Baba Ali was a generous easy-going man who worked for free most of the time, and that invariably left him broke and at the ire of his wife. He didn’t care less notwithstanding; as long as he could provide for feeding, and his children’s education and shelter, he was satisfied. The issue however was the occasional luxuries his wife wanted to enjoy.
“We must be frugal in spending,” he’d say to her whenever she came crying for money. He’ll then give her the money, and ask that she used it to buy whatever she wanted; or to buy food and also stock her shop. Yea, you guessed right.
************
“Ahan? Ali what’s wrong? Why is your shirt torn?” Uncle Kamal asked, surprised as he opened the door for his nephew.
“Uncle it’s the bus I entered o!” Ali lamented. “As I was about to drop, I had no idea that my shirt was being held back by a knocked out screw…” he paused, took a brief look at his once lovely shirt and continued, “…all I heard was the sound of the tear and people telling me ‘sorry o’. I was embarrassed.” He hissed.

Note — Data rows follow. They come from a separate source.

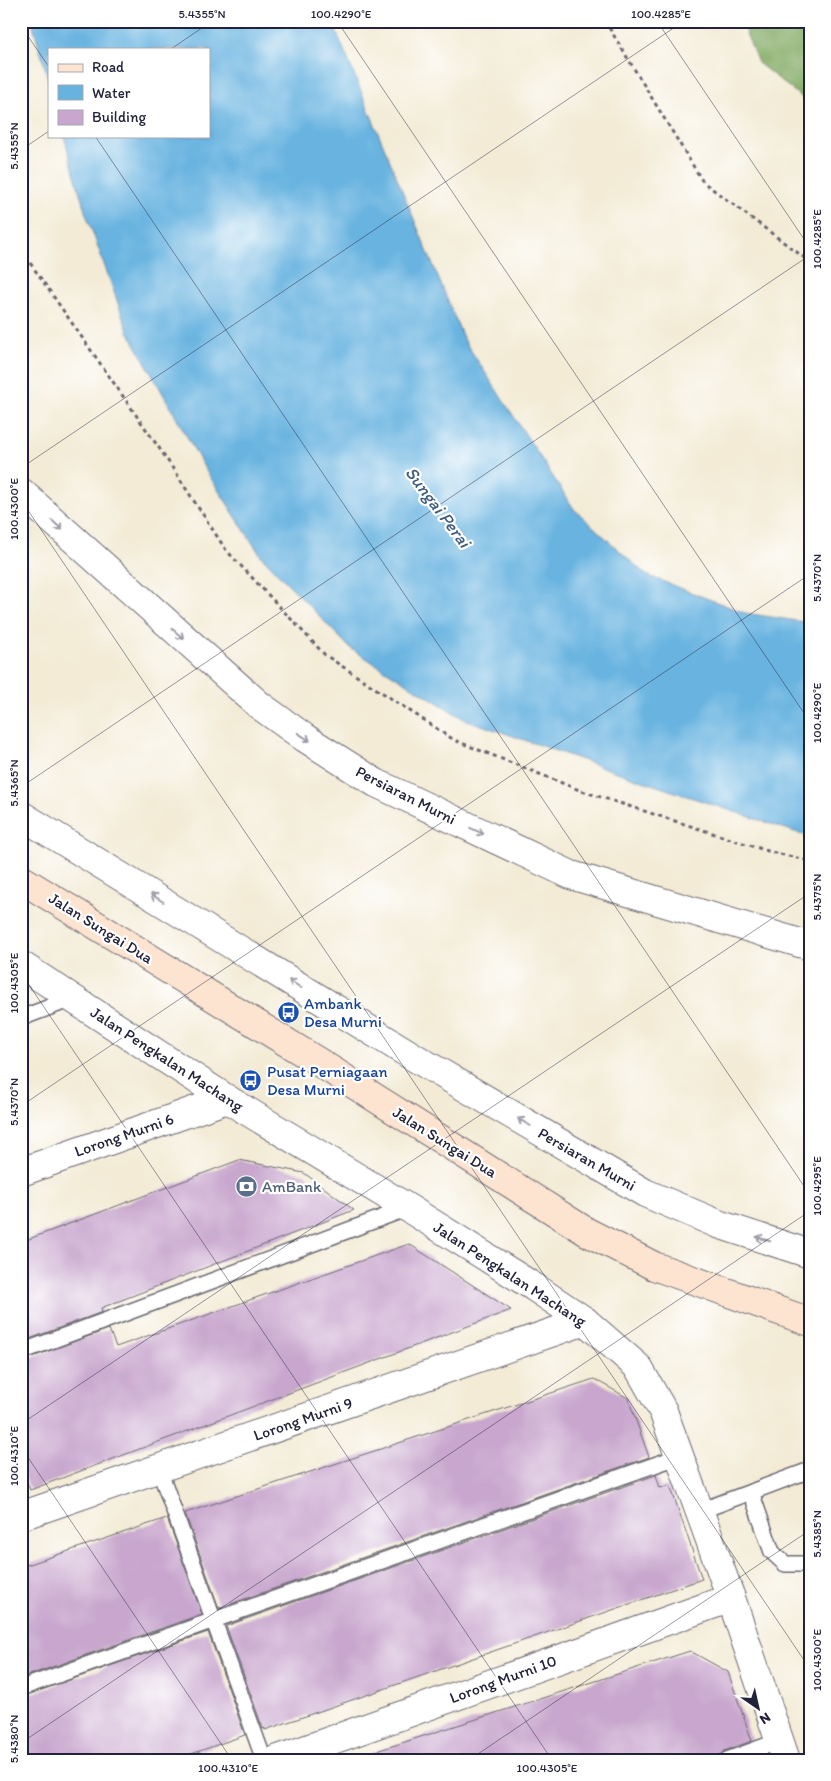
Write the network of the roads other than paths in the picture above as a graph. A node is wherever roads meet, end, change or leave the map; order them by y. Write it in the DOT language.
graph roads {
  1 [pos="21,492"];
  2 [pos="21,814"];
  3 [pos="21,879"];
  4 [pos="810,946"];
  5 [pos="21,965"];
  6 [pos="74,998"];
  7 [pos="21,1018"];
  8 [pos="227,1099"];
  9 [pos="21,1172"];
  10 [pos="408,1208"];
  11 [pos="810,1254"];
  12 [pos="585,1321"];
  13 [pos="810,1322"];
  14 [pos="21,1352"];
  15 [pos="680,1456"];
  16 [pos="159,1468"];
  17 [pos="810,1470"];
  18 [pos="752,1492"];
  19 [pos="700,1510"];
  20 [pos="21,1516"];
  21 [pos="810,1564"];
  22 [pos="731,1598"];
  23 [pos="214,1622"];
  24 [pos="21,1688"];
  25 [pos="782,1751"];
  26 [pos="264,1760"];
  27 [pos="276,1760"];
  28 [pos="727,1760"];
  1 -- 4 [label="street, Persiaran Murni, one-way"];
  11 -- 2 [label="street, Persiaran Murni, one-way"];
  3 -- 13 [label="main road, Jalan Sungai Dua"];
  5 -- 6 [label="street, Jalan Pengkalan Machang"];
  6 -- 7 [label="lane"];
  6 -- 8 [label="street, Jalan Pengkalan Machang"];
  8 -- 9 [label="street, Lorong Murni 6"];
  8 -- 10 [label="street, Jalan Pengkalan Machang"];
  10 -- 12 [label="street, Jalan Pengkalan Machang"];
  10 -- 14 [label="lane"];
  12 -- 15 [label="street, Jalan Pengkalan Machang"];
  12 -- 16 [label="street, Lorong Murni 9"];
  15 -- 19 [label="street, Jalan Pengkalan Machang"];
  15 -- 23 [label="lane"];
  16 -- 20 [label="street, Lorong Murni 9"];
  16 -- 23 [label="lane"];
  17 -- 18 [label="lane"];
  18 -- 19 [label="lane"];
  18 -- 21 [label="lane"];
  19 -- 22 [label="street, Jalan Pengkalan Machang"];
  22 -- 25 [label="street, Jalan Pengkalan Machang"];
  22 -- 27 [label="street, Lorong Murni 10"];
  23 -- 24 [label="lane"];
  23 -- 26 [label="lane"];
  25 -- 28 [label="lane"];
}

“Eeyah… thank your stars it wasn’t your trousers, that would have been the peak of your embarrassment, and hope your boxers are clean? ‘Coz you never know, the next bus you hop on might chew your pants.” uncle Kamal laughed at his just concluded hilarious joke, but Ali didn’t find it near funny, he only managed a grin.
He had spotted a beautiful girl on his way to his uncle’s place and had hoped to get her mobile number only for her to embarrass him.
“Why must it be today of all days that I now see someone attractive? My God!” He said to himself as he watched the girl and her friend stop a bike and disappear into the noisy chatter of Lagos. He stood for almost twenty minutes, speechless and defeated at the bus stop.
“Check my wardrobe and see if you can get something that fits,” his uncle finally said amidst laughter as he picked the channel changer and buried himself in his couch. Ali let out a wry sigh of relief and gratefully dashed to his uncle’s room.
Uncle Kamal lived alone in a 3-bedroom flat located in Ogba, in the city of Lagos. His two wives and five children lived in Boston. He was a promiscuous man, so it was no surprise when Ali saw the silhouettes and backs of two ladies --who he guessed should be in their late teens or early twenties-- stroll from the kitchen to the other room in bum shorts and tank tops.
Some minutes later, Ali joined uncle Kamal in the living room dressed in a brightly coloured, flowery blue shirt. He announced his presence with both hands wide apart like a peacock showboating, “Uncle Kamal how do I look?”